Dehors l’orage arrive. Je dis dehors alors qu’il est tout autour de moi, de nous, des spectatrices assises dans la salle du Poche.
Et Monsieur Geiser est seul. Un vieux monsieur seul avec son chapeau sur la tête, encore à l’intérieur de sa maison. Nous sommes là avec lui, mais moi je me sens déjà impuissante pour l’aider à contrer sa mémoire qui l’abandonne.
Il est là sans être là. Les comédiennes le racontent. Elles racontent aussi la montagne, menaçante sous les éclairs. Le texte de Max Frisch roule comme le tonnerre.
Quand nous apprenons que l’orage a dévasté les plans de tomates, je commence par sourire de l’incident, mais doucement je m’inquiète pour lui. La pluie ne cesse plus. Maintenant j’ai froid.

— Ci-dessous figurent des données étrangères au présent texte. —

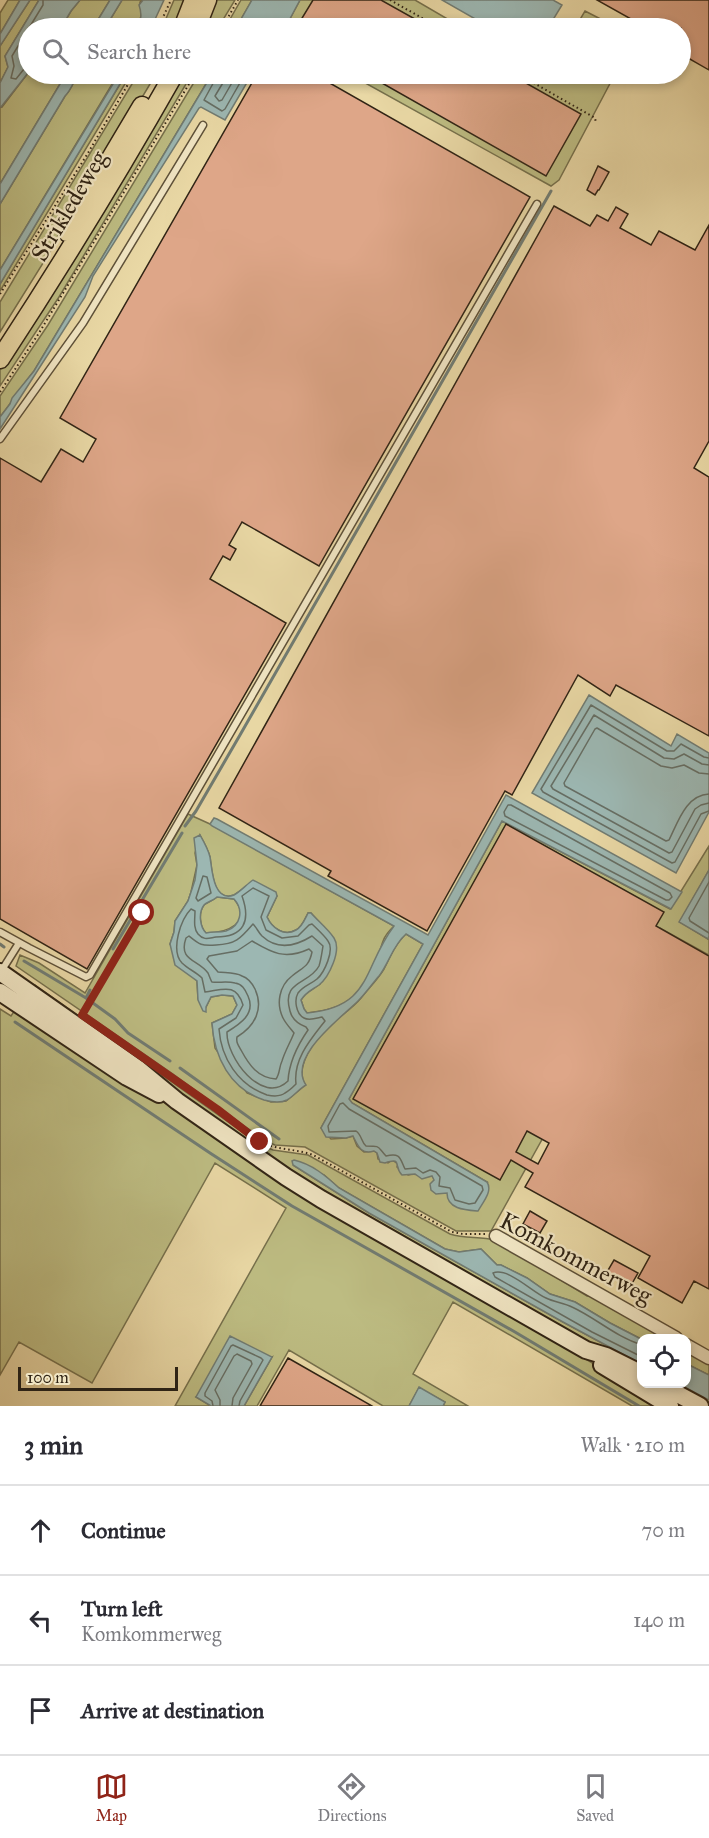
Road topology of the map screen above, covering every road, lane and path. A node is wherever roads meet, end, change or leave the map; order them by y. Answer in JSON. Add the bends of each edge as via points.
{"nodes":[{"id":1,"x":171,"y":0,"type":"edge"},
{"id":2,"x":194,"y":0,"type":"edge"},
{"id":3,"x":207,"y":0,"type":"edge"},
{"id":4,"x":238,"y":0,"type":"edge"},
{"id":5,"x":390,"y":0,"type":"edge"},
{"id":6,"x":163,"y":18,"type":"edge"},
{"id":7,"x":187,"y":18,"type":"edge"},
{"id":8,"x":200,"y":18,"type":"edge"},
{"id":9,"x":228,"y":18,"type":"edge"},
{"id":10,"x":422,"y":18,"type":"edge"},
{"id":11,"x":128,"y":84,"type":"edge"},
{"id":12,"x":155,"y":84,"type":"edge"},
{"id":13,"x":168,"y":84,"type":"edge"},
{"id":14,"x":189,"y":84,"type":"edge"},
{"id":15,"x":536,"y":84,"type":"edge"},
{"id":16,"x":596,"y":123,"type":"dead end"},
{"id":17,"x":203,"y":125,"type":"dead end"},
{"id":18,"x":537,"y":204,"type":"dead end"},
{"id":19,"x":0,"y":294,"type":"edge"},
{"id":20,"x":0,"y":339,"type":"edge"},
{"id":21,"x":0,"y":359,"type":"edge"},
{"id":22,"x":0,"y":392,"type":"edge"},
{"id":23,"x":0,"y":439,"type":"edge"},
{"id":24,"x":142,"y":913,"type":"dead end"},
{"id":25,"x":0,"y":932,"type":"edge"},
{"id":26,"x":19,"y":943,"type":"junction"},
{"id":27,"x":0,"y":973,"type":"edge"},
{"id":28,"x":0,"y":992,"type":"edge"},
{"id":29,"x":75,"y":1010,"type":"dead end"},
{"id":30,"x":82,"y":1015,"type":"junction"},
{"id":31,"x":89,"y":1021,"type":"dead end"},
{"id":32,"x":171,"y":1078,"type":"dead end"},
{"id":33,"x":177,"y":1101,"type":"junction"},
{"id":34,"x":252,"y":1135,"type":"dead end"},
{"id":35,"x":260,"y":1142,"type":"dead end"},
{"id":36,"x":496,"y":1236,"type":"joint"},
{"id":37,"x":669,"y":1334,"type":"edge"},
{"id":38,"x":691,"y":1347,"type":"edge"},
{"id":39,"x":586,"y":1350,"type":"junction"},
{"id":40,"x":709,"y":1358,"type":"edge"},
{"id":41,"x":637,"y":1372,"type":"edge"},
{"id":42,"x":668,"y":1388,"type":"edge"},
{"id":43,"x":670,"y":1406,"type":"edge"},
{"id":44,"x":700,"y":1406,"type":"edge"}],
"edges":[{"from":1,"to":6,"type":"path"},
{"from":2,"to":7,"type":"main road"},
{"from":3,"to":8,"type":"main road"},
{"from":4,"to":9,"type":"path"},
{"from":5,"to":10,"type":"path"},
{"from":11,"to":19,"type":"path"},
{"from":12,"to":20,"type":"main road","name":"Strikledeweg"},
{"from":13,"to":21,"type":"main road","name":"Strikledeweg"},
{"from":14,"to":22,"type":"path"},
{"from":15,"to":16,"type":"path","via":[[595,118]]},
{"from":17,"to":23,"type":"lane","via":[[83,323]]},
{"from":18,"to":26,"type":"lane","via":[[90,975],[86,977]]},
{"from":24,"to":30,"type":"path"},
{"from":25,"to":26,"type":"lane"},
{"from":26,"to":27,"type":"lane"},
{"from":27,"to":28,"type":"lane"},
{"from":27,"to":33,"type":"main road","via":[[138,1068]]},
{"from":28,"to":33,"type":"main road","via":[[127,1077]]},
{"from":29,"to":30,"type":"path"},
{"from":30,"to":31,"type":"path"},
{"from":32,"to":34,"type":"path"},
{"from":33,"to":39,"type":"main road","via":[[321,1199]]},
{"from":35,"to":36,"type":"path","name":"Komkommerweg","via":[[313,1155],[452,1232]]},
{"from":36,"to":37,"type":"street","name":"Komkommerweg"},
{"from":38,"to":40,"type":"street"},
{"from":39,"to":41,"type":"main road"},
{"from":39,"to":43,"type":"main road","via":[[601,1365]]},
{"from":42,"to":44,"type":"main road"}]}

Et voilà que Monsieur Geiser veut partir marcher. J’ai envie de lui crier « Non! Monsieur, ce n’est pas le moment de sortir ! ». Je tremble à chacun de ses pas. En plus il a oublié son thermos. Il va prendre froid. Il est déjà trempé. En tout cas moi j’ai l’impression d’être trempée jusqu’aux os. Les comédiennes sont pliées sous la pluie, avec leurs sacs à dos, en pleine escalade. A nouveau j’ai envie de crier, pour leur demander si elles ont croisé Monsieur Geiser, si elles peuvent aller le chercher.
Oh mon Dieu, pauvre Monsieur Geiser, on va le retrouver mort comme Robert Walser! Cette image me hante depuis la lecture du 7 janvier [lecture participative autour du 7 janvier autour de Robert Walser, ndlr]. Je suis trop effrayée par l’orage en montagne pour garder la tête froide. Fred Jacot-Guillarmod se confond avec Monsieur Geiser, et Monsieur Geiser se confond avec Robert Walser…
Mais d’un coup Monsieur Geiser est à la maison. Il est à l’abri. Me voilà qui respire à nouveau. Il est seul, il perd ses repères, mais il se bat aussi, inventant pour nous un monde qui débute du quaternaire jusqu’à notre époque. Il est là. Et ce n’est pas aujourd’hui qu’il partira. Pas encore.
Je quitte la salle, avec le sentiment d’avoir fait une randonnée, contente d’être revenue en ville, loin des montagnes, pleine de tendresse pour Monsieur Geiser et sa salamandre.